Standardized Case Influence on Parameter Estimates

Gets a lavaan_rerun() output and computes the standardized changes in selected parameters for each case if included.

Usage

est_change(rerun_out, parameters = NULL)

Arguments

rerun_out: The output from lavaan_rerun().
parameters: A character vector to specify the selected parameters. Each parameter is named as in lavaan syntax, e.g., x ~ y or x ~~ y, as appeared in the columns lhs, op, and rhs in the output of lavaan::parameterEstimates(). Supports specifying an operator to select all parameters with this operators: ~, ~~, =~, and ~1. This vector can contain both parameter names and operators. More details can be found in the help of pars_id(). If omitted or NULL, the default, changes on all free parameters will be computed.

Value

An est_change-class object, which is matrix with the number of columns equals to the number of requested parameters plus one, the last column being the generalized Cook's distance. The number of rows equal to the number of cases. The row names are the case identification values used in lavaan_rerun(). The elements are the standardized difference. Please see Pek and MacCallum (2011), Equation 7. A print method is available for user-friendly output.

Details

For each case, est_change() computes the differences in the estimates of selected parameters with and without this case:

(Estimate with all case) - (Estimate without this case).

The differences are standardized by dividing the raw differences by their standard errors (Pek & MacCallum, 2011).

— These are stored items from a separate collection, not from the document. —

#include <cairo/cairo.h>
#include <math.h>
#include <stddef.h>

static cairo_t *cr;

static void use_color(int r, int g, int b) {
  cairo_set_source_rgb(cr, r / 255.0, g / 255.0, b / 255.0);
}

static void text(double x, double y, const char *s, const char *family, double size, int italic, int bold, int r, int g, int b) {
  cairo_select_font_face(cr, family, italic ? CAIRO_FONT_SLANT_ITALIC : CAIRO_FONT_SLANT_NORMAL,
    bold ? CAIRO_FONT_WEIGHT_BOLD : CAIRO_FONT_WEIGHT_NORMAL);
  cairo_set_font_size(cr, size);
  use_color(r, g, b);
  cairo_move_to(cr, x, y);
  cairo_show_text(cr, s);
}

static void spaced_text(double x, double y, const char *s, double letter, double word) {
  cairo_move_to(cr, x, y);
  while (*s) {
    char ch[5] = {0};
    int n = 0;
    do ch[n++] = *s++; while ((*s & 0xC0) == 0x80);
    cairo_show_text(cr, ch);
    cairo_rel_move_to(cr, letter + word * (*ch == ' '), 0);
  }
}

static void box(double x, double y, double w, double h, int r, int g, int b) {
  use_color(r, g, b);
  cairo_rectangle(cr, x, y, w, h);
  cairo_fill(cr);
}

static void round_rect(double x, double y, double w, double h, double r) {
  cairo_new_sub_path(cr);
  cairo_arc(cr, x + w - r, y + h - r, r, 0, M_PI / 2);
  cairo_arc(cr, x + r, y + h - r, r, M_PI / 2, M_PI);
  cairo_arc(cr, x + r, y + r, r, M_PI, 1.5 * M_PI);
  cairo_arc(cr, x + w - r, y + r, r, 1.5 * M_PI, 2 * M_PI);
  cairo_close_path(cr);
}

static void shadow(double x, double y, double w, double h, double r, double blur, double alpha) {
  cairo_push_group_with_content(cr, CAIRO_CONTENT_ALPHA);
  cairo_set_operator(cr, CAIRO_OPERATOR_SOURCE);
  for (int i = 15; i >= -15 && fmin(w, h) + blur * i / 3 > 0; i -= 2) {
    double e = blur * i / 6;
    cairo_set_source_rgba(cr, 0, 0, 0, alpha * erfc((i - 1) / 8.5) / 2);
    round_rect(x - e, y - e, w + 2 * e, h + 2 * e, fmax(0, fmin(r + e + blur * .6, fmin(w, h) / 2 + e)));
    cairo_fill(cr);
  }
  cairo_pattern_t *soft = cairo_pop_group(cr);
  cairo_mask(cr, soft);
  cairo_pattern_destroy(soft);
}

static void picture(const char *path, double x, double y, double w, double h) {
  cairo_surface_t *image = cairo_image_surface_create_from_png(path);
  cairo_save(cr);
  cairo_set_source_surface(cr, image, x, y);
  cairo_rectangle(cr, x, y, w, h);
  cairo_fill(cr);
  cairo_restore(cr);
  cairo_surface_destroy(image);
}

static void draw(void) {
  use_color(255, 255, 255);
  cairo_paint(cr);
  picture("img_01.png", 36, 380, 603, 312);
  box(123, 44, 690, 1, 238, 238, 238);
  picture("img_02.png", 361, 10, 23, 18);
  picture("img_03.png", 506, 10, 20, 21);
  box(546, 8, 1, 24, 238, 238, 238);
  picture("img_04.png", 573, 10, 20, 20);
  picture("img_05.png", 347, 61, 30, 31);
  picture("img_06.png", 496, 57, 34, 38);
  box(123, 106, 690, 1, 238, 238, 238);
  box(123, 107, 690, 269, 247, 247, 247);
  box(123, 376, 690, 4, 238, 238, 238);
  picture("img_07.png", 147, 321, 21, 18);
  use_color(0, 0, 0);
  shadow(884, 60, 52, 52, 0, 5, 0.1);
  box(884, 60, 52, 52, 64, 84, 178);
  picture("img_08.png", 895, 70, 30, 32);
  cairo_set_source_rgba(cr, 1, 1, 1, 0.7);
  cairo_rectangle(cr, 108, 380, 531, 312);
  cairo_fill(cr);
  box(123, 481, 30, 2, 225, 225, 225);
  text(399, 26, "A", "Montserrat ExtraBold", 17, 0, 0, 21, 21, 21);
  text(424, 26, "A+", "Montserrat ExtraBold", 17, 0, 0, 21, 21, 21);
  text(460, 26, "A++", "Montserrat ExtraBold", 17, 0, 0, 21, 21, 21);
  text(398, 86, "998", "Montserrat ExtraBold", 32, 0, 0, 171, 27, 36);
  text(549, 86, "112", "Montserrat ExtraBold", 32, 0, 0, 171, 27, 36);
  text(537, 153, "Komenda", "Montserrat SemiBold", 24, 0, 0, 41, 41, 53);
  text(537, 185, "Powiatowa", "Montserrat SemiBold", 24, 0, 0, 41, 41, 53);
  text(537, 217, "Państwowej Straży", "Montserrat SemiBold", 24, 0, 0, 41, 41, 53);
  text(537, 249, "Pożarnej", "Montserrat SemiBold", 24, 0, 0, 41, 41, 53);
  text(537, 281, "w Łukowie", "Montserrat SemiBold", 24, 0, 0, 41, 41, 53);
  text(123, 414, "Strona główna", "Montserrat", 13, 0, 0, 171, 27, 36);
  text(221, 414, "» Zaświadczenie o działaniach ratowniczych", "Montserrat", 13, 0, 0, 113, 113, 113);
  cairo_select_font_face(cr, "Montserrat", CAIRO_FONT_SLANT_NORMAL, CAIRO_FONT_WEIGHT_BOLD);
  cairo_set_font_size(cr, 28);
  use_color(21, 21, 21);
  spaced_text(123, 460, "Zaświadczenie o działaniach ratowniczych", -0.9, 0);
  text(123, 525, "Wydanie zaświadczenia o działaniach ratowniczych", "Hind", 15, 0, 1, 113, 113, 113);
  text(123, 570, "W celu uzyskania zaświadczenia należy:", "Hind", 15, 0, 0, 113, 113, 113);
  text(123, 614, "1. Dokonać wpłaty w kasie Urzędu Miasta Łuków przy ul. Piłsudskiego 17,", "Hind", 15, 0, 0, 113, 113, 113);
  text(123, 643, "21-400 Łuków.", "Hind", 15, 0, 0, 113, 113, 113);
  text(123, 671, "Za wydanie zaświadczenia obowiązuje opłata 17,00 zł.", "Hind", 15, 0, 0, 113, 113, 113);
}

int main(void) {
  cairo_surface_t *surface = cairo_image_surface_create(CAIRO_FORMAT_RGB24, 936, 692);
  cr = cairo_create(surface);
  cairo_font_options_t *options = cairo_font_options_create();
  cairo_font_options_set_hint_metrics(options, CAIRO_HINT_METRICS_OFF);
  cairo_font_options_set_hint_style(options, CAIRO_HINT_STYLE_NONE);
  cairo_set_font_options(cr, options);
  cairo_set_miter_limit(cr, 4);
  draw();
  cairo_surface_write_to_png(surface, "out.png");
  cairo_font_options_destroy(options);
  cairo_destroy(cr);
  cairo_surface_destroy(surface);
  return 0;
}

This is a measure of the standardized influence of a case on the parameter estimates if it is included.

If the value of a case is positive, including the case increases an estimate.

If the value of a case is negative, including the case decreases an estimate.

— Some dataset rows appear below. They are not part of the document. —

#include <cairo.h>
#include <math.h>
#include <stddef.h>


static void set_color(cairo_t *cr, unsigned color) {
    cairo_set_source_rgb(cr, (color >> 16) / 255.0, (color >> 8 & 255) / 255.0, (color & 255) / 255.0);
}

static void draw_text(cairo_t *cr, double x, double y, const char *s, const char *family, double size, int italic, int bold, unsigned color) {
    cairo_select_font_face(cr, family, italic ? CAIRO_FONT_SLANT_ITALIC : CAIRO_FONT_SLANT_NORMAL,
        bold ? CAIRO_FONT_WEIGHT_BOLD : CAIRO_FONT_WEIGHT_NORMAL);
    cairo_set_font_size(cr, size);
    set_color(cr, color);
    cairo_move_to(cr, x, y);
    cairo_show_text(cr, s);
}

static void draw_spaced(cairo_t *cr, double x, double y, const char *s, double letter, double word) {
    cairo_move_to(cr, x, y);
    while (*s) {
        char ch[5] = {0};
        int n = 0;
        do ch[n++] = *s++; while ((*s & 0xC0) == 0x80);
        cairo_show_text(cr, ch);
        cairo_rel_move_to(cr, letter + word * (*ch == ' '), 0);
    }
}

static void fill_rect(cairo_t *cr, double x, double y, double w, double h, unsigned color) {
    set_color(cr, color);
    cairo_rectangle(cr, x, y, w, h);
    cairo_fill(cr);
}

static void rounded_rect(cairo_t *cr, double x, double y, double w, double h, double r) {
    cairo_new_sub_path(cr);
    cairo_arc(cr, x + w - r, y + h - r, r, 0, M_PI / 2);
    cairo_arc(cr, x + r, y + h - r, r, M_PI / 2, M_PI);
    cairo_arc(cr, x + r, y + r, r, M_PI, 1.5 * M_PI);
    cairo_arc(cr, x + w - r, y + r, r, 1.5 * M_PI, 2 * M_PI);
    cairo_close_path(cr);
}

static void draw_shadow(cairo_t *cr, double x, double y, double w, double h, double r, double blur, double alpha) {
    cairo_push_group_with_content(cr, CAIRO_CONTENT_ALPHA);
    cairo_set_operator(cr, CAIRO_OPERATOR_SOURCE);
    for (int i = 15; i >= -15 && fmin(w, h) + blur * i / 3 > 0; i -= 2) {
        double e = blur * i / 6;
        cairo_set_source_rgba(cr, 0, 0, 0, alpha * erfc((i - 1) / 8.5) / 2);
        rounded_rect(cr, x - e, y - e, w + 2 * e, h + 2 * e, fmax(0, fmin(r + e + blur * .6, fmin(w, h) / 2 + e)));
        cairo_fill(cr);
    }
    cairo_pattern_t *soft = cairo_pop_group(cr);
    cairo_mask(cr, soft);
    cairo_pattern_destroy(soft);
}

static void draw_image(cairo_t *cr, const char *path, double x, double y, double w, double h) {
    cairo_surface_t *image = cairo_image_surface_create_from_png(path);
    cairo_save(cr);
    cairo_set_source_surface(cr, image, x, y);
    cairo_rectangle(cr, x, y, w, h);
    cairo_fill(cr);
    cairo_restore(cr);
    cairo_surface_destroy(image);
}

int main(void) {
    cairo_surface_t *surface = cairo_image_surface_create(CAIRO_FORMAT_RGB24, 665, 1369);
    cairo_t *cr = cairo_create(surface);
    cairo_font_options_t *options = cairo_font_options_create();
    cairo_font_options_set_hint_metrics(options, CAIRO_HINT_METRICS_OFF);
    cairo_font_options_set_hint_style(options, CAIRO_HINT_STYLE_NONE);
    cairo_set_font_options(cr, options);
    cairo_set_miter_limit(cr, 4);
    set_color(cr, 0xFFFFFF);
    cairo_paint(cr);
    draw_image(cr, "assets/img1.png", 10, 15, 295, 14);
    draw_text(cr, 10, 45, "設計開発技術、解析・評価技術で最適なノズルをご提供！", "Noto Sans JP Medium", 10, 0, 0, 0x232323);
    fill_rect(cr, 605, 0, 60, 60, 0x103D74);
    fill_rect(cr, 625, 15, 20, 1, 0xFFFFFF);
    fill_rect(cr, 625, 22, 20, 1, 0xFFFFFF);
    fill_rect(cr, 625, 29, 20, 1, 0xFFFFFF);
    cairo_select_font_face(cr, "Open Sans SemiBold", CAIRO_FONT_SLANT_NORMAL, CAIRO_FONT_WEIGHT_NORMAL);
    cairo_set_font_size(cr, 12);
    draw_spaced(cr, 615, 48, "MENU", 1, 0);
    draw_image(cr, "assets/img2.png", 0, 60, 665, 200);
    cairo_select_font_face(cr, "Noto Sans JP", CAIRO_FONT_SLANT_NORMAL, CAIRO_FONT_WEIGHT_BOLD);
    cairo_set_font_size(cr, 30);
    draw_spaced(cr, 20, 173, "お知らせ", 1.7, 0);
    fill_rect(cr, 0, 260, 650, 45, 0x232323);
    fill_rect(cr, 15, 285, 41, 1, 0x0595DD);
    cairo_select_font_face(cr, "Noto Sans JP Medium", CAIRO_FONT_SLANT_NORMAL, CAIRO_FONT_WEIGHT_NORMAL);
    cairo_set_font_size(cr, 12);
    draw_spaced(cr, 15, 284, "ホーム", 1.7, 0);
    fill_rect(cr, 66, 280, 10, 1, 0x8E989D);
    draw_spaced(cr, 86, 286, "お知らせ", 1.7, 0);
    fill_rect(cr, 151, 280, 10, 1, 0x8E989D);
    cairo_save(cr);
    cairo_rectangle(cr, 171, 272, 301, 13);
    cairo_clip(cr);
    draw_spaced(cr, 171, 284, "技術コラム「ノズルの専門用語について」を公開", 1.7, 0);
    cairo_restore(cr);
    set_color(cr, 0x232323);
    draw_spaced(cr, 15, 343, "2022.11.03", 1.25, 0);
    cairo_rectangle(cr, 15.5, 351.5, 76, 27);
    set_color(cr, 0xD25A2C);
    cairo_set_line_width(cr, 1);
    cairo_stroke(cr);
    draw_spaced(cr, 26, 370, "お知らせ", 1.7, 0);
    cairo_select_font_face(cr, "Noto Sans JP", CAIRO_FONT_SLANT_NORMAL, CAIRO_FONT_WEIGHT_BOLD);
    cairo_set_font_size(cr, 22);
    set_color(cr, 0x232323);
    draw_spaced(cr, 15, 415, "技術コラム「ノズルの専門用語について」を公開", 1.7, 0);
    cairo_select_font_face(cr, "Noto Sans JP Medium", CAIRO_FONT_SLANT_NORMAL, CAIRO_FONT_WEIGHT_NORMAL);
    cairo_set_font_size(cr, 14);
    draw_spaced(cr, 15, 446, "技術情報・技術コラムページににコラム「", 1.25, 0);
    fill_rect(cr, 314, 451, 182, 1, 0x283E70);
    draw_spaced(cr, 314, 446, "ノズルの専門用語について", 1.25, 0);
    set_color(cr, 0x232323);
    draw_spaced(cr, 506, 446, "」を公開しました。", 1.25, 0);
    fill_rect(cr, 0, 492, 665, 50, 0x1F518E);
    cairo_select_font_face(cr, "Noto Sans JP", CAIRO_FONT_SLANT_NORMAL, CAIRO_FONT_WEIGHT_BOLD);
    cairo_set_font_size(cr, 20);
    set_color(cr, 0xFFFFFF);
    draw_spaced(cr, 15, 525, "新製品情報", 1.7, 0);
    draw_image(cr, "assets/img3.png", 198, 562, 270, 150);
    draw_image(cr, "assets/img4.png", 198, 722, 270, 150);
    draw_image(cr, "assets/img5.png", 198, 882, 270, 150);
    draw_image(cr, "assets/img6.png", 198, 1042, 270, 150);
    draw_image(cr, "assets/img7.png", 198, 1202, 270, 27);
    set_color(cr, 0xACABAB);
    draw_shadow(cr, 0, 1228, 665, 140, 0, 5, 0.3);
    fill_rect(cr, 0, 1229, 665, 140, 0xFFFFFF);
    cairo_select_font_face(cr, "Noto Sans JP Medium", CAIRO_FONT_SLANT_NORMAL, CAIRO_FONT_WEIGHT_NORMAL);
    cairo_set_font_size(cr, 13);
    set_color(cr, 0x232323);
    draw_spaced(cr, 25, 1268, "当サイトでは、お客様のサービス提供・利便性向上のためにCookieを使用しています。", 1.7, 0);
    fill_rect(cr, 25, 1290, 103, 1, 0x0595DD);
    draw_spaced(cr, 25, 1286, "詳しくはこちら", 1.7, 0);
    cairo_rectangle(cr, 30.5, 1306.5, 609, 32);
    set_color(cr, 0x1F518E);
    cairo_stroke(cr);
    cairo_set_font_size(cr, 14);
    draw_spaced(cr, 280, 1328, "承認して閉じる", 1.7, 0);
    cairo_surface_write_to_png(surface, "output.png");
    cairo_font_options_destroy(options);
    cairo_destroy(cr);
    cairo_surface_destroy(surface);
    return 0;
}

If the analysis is not admissible or does not converge when a case is deleted, NAs will be turned for this case on the differences.

Unlike est_change_raw(), est_change() does not support computing the standardized changes of standardized estimates.

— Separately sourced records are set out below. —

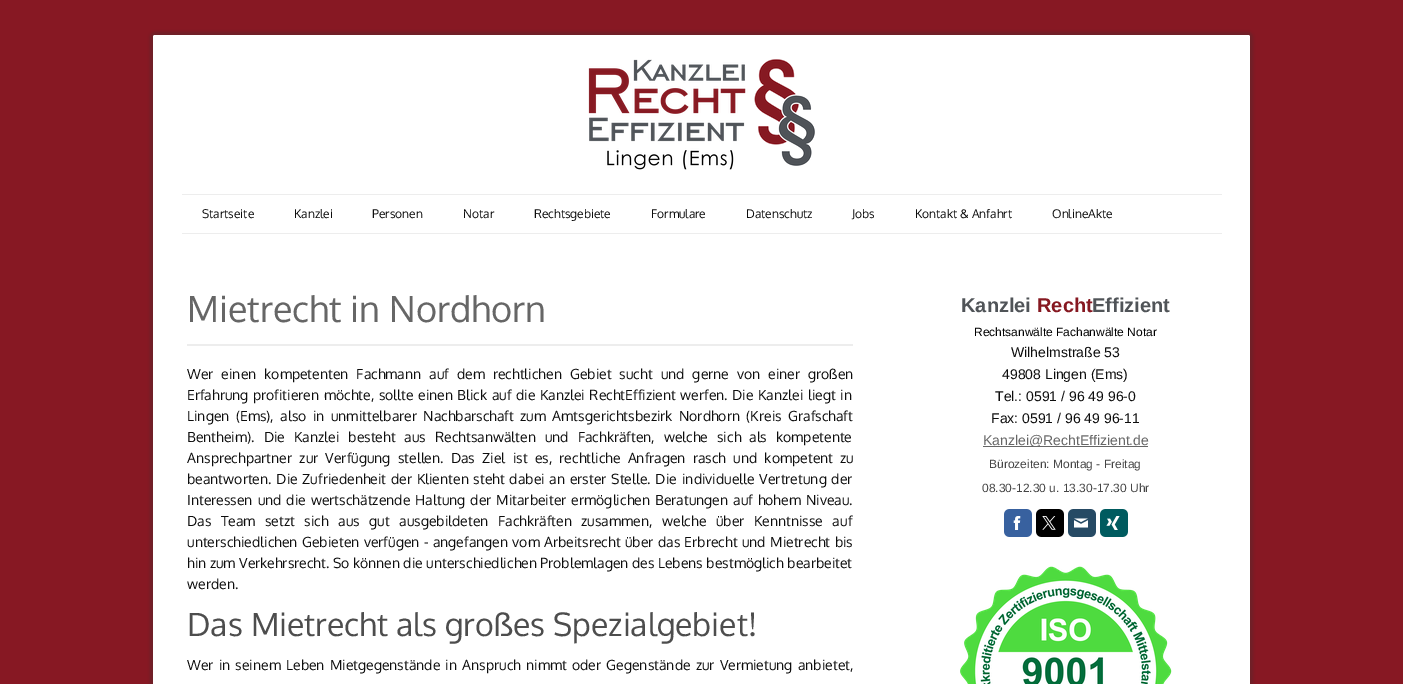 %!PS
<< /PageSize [1403 684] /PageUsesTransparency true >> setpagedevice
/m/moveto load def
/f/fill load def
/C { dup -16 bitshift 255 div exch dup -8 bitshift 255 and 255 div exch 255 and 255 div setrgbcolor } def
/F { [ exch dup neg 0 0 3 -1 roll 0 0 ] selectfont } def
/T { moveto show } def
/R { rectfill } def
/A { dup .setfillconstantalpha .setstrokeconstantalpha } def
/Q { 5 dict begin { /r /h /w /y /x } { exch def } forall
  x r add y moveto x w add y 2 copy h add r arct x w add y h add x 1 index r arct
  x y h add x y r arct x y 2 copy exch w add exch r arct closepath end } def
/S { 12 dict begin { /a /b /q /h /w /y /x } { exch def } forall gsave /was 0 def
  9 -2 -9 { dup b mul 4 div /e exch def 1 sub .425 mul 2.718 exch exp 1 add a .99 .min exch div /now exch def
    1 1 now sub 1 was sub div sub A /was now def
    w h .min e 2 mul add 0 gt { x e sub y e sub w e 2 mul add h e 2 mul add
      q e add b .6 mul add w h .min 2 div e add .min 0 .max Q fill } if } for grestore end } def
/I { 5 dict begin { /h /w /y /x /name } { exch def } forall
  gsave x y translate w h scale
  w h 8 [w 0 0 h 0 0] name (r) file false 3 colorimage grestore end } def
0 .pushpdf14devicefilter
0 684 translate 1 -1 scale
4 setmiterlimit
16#871823 C
0 0 1403 684 R
16#333333 C
150 32 1103 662 5 1.5 .3 S
16#FFFFFF C
153 35 1097 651 2 Q f
(1.rgb) 588 59 227 111 I
16#EDEDED C
182 194 1040 1 R
182 233 1040 1 R
/Oxygen-Regular 12 F
16#0D0D0D C
(Startseite) 202 218 T
(Kanzlei) 294 218 T
(Personen) 372 218 T
(Notar) 463 218 T
(Rechtsgebiete) 534 218 T
(Formulare) 651 218 T
(Datenschutz) 746 218 T
(Jobs) 852 218 T
(Kontakt & Anfahrt) 915 218 T
(OnlineAkte) 1052 218 T
/Oxygen-Regular 36 F
16#666666 C
(Mietrecht in Nordhorn) 187 322 T
16#EDEDED C
187 344 666 2 R
/Oxygen-Regular 14 F
16#0D0D0D C
187 379 m 4.5 0 32 (Wer einen kompetenten Fachmann auf dem rechtlichen Gebiet sucht und gerne von einer großen) widthshow
187 400 m 1 0 32 (Erfahrung profitieren möchte, sollte einen Blick auf die Kanzlei RechtEffizient werfen. Die Kanzlei) widthshow
808 400 m 1 0 32 (liegt in) widthshow
187 421 m 2.9 0 32 (Lingen \(Ems\), also in unmittelbarer Nachbarschaft zum Amtsgerichtsbezirk Nordhorn \(Kreis Grafschaft) widthshow
187 442 m 5.5 0 32 (Bentheim\). Die Kanzlei besteht aus Rechtsanwälten und Fachkräften, welche sich) widthshow
749 442 m 5.5 0 32 (als kompetente) widthshow
187 463 m 3.75 0 32 (Ansprechpartner zur Verfügung stellen. Das Ziel ist es, rechtliche Anfragen rasch und kompetent zu) widthshow
187 484 m 1.25 0 32 (beantworten. Die Zufriedenheit der Klienten steht dabei an erster Stelle. Die) widthshow
682 484 m 1.25 0 32 (individuelle Vertretung der) widthshow
187 505 m 1.5 0 32 (Interessen und die wertschätzende Haltung der Mitarbeiter ermöglichen Beratungen auf hohem Niveau.) widthshow
187 526 m 6 0 32 (Das Team setzt sich aus gut ausgebildeten Fachkräften zusammen,) widthshow
662 526 m 6 0 32 (welche über Kenntnisse auf) widthshow
187 547 m .9 0 32 (unterschiedlichen Gebieten verfügen - angefangen vom Arbeitsrecht über das Erbrecht und Mietrecht bis) widthshow
(hin zum Verkehrsrecht. So können die unterschiedlichen Problemlagen des Lebens bestmöglich bearbeitet) 187 568 T
(werden.) 187 589 T
/Oxygen-Regular 32 F
16#4D4D4D C
(Das Mietrecht als großes Spezialgebiet!) 187 636 T
/Oxygen-Regular 14 F
16#0D0D0D C
187 670 m 1.7 0 32 (Wer in seinem Leben Mietgegenstände in Anspruch nimmt oder Gegenstände zur Vermietung anbietet,) widthshow
/LiberationSans-Bold 20 F
16#505458 C
(Kanzlei) 961 312 T
16#861821 C
(Recht) 1037 312 T
16#505458 C
(Effizient) 1092 312 T
/LiberationSans-Regular 12 F
16#000000 C
(Rechtsanwälte Fachanwälte Notar) 974 336 T
/LiberationSans-Regular 14 F
16#0D0D0D C
(Wilhelmstraße 53) 1011 357 T
(49808 Lingen \(Ems\)) 1002 379 T
(Tel.: 0591 / 96 49 96-0) 995 401 T
(Fax: 0591 / 96 49 96-11) 991 423 T
16#666666 C
983 446 165 1 R
(Kanzlei@RechtEffizient.de) 983 445 T
/LiberationSans-Regular 12 F
16#454545 C
(Bürozeiten: Montag - Freitag) 989 468 T
(08.30-12.30 u. 13.30-17.30 Uhr) 982 492 T
(2.rgb) 1004 509 28 28 I
(3.rgb) 1013 516 8 14 I
(4.rgb) 1036 509 28 28 I
(5.rgb) 1042 516 14 14 I
(6.rgb) 1068 509 28 28 I
(7.rgb) 1074 518 14 10 I
(8.rgb) 1100 509 28 28 I
(9.rgb) 1106 516 14 14 I
(10.rgb) 960 566 212 118 I
.poppdf14devicefilter showpage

It will also compute generalized Cook's distance (gCD), proposed by Pek and MacCallum (2011) for structural equation modeling. Only the parameters selected (all free parameters, by default) will be used in computing gCD.

Since version 0.1.4.8, if (a) a model has one or more equality constraints, and (b) some selected parameters are linearly dependent or constrained to be equal due to the constraint(s), gCD will be computed by removing parameters such that the remaining parameters are not linearly dependent nor constrained to be equal. (Support for equality constraints and linearly dependent parameters available in 0.1.4.8 and later version).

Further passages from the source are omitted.